I guess we should be thankful that some of our parenting experts have come around and have new wisdom for our parents. Unfortunately, they have still missed the point on a couple of fronts. First, they continue to misunderstand the whole notion of self-esteem. One of the co-authors of the study illustrates this problem as he states: “People with high self-esteem think they are as good as others, narcissists think they are better than others.” So, it’s a good thing to think you are as good as other people, but a bad thing to think you are better than others. What, then, do we do with this verse?
Do nothing from selfish ambition or conceit, but in humility count others more significant than yourselves (Philippians 2:3).
Is this the sort of instruction we are giving our children? Or, are we afraid that they would suffer from low self-esteem if they would count others more significant than themselves?
The other ongoing error summarized in the results of this study is the notion that half of the problem is genetics. The researchers claim that genetics and environment are evenly split, so that some children are biologically predisposed to narcissism. More accurately, a Biblical view of the human being demonstrates that we are ALL predisposed to be narcissists because of our indwelling sin, not some of our genetics. We all have self on the throne, both ruling us and enslaving us at the same time. What is passed down to each baby born in this world is original sin and selfish pride.

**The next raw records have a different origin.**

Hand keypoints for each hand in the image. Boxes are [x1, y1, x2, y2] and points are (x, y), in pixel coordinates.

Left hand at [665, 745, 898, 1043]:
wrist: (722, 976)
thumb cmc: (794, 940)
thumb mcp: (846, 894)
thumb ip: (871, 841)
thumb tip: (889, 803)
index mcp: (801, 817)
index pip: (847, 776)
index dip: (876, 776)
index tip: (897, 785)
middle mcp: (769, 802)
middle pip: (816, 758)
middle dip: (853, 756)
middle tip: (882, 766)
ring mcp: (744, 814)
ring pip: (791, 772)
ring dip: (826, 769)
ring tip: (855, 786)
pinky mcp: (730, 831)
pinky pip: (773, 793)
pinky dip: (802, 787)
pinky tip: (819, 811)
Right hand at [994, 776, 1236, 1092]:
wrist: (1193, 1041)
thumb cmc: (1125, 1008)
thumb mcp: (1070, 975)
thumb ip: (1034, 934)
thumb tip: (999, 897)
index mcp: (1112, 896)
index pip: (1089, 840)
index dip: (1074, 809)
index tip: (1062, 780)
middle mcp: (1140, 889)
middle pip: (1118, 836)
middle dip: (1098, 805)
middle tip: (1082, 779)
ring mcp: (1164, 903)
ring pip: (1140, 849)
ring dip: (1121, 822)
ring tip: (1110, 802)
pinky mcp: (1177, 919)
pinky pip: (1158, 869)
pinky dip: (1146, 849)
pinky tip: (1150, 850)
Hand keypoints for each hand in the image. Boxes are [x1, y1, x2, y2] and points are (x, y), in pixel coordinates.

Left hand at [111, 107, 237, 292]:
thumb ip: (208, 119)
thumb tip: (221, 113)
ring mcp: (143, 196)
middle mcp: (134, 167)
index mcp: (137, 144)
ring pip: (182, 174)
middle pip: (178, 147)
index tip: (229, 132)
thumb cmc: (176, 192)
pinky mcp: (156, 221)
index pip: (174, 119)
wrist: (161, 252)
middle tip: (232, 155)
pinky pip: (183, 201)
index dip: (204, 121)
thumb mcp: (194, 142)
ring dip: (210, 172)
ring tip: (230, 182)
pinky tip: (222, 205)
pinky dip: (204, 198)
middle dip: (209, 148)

So here’s the final word from one of the co-authors of the study: “It has changed my parenting style…. When I first started doing this research in the 1990s, I used to think my children should be treated like they were extra-special. I’m careful not to do that now.” I’m glad he’s come to that conclusion. But it still misses the point. As parents, we can and should love our children in a way that shows them that they are extra-special to us. We must couple that love with the gospel of grace that trains them to love the LORD God with all their hearts as well as other people as themselves. The true solution to narcissism, then, is for our children to become totally preoccupied with the freeing love of God for sinners instead of the enslaving love for self!